Ahora, si bien la motivación y la fundamentación son elementos de obligatoria existencia y cumplimiento para las autoridades jurisdiccionales en la emisión de sus resoluciones, esto no implica que su desarrollo sea ampuloso en cuanto a sus consideraciones y citas legales, sino, debe existir una estructura explicativa de forma y de fondo, pudiendo ser concisa y clara, de modo que se entiendan satisfechos todos los puntos reclamados por quien demanda o impugna, pues en  una resolución debe existir la posibilidad de identificar claramente las consideraciones que justifiquen razonablemente la decisión asumida; es en aplicación de dicho razonamiento que la SC 2023/2010-R de 9 de noviembre, señaló que: Asimismo, cabe señalar que la motivación no implicará la exposición ampulosa de consideraciones y citas legales, sino que exige una estructura de forma y de fondo, pudiendo ser concisa, pero clara y satisfacer todos los puntos demandados, debiéndose expresar las convicciones determinativas que justifiquen razonablemente su decisión en cuyo caso las normas del debido proceso se tendrán por fielmente cumplidas; al contrario, cuando la resolución aun siendo extensa no traduce las razones o motivos por los cuales se toma una decisión, dichas normas se tendrán por vulneradas”.
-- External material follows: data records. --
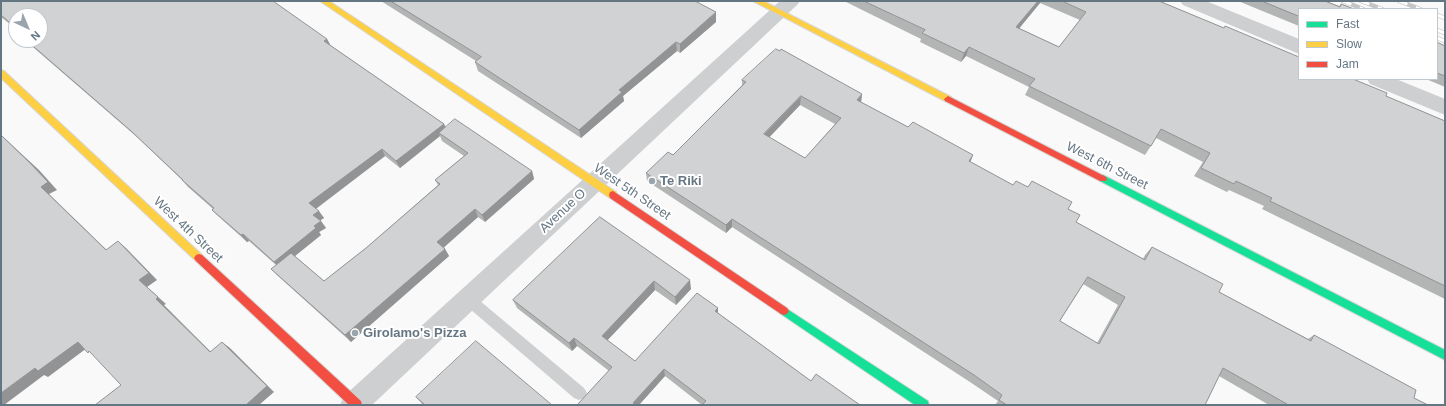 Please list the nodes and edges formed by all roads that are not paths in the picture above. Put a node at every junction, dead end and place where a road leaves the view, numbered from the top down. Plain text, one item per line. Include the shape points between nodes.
1 (324, 1) edge
2 (757, 1) edge
3 (1189, 1) edge
4 (784, 7) edge
5 (1298, 47) edge
6 (1, 73) edge
7 (1379, 80) edge
8 (1445, 107) edge
9 (594, 182) junction
10 (468, 299) junction
11 (1445, 355) edge
12 (579, 392) dead end
13 (355, 404) edge
14 (924, 405) edge

1 - 9 street, West 5th Street
2 - 4 street, West 6th Street
3 - 5 street
4 - 9 street, Avenue O
4 - 11 street, West 6th Street
6 - 13 street, West 4th Street
7 - 8 street
9 - 10 street, Avenue O
9 - 14 street, West 5th Street
10 - 12 lane
10 - 13 street, Avenue O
Acotando a este criterio, la SCP 0903/2012 de 22 de agosto, señaló: De lo expuesto, inferimos que la fundamentación y la motivación de una resolución que resuelva cualquier conflicto jurídico, no necesariamente implica que la exposición deba ser exagerada y abundante de consideraciones, citas legales y argumentos reiterativos, al contrario una debida motivación conlleva que la resolución sea concisa, clara e integre en todos los puntos demandados, donde la autoridad jurisdiccional o en su caso administrativa, exponga de forma clara las razones determinativas que justifican su decisión, exponiendo los hechos, realizando la fundamentación legal y citando las normas que sustentan la parte dispositiva de la resolución; en suma se exige que exista plena coherencia y concordancia entre la parte motivada y la parte dispositiva de un fallo”.

Otro de los elementos, que hacen al debido proceso es el principio de congruencia, expresado en la SC 0358/2010-R de 22 de junio, que señaló lo siguiente: ...la congruencia como principio característico del debido proceso, entendida en el ámbito procesal como la estricta correspondencia que debe existir entre lo peticionado y lo resuelto, en materia penal la congruencia se refiere estrictamente a que el imputado no podrá ser condenado por un hecho distinto al atribuido en la acusación o su ampliación; ahora bien, esa definición general, no es limitativa de la congruencia que debe tener toda resolución ya sea judicial o administrativa y que implica también la concordancia entre la parte considerativa y dispositiva, pero además esa concordancia debe mantenerse en todo su contenido, efectuando un razonamiento integral y armonizado entre los distintos considerandos y razonamientos emitidos por la resolución, esta concordancia de contenido de la resolución y su estricta correspondencia entre lo pedido, lo considerado y lo resuelto, conlleva a su vez la cita de las disposiciones legales que apoyan ese razonamiento que llevó a la determinación que se asume. En base a esos criterios se considera que quien administra justicia debe emitir fallos motivados, congruentes y pertinentes”.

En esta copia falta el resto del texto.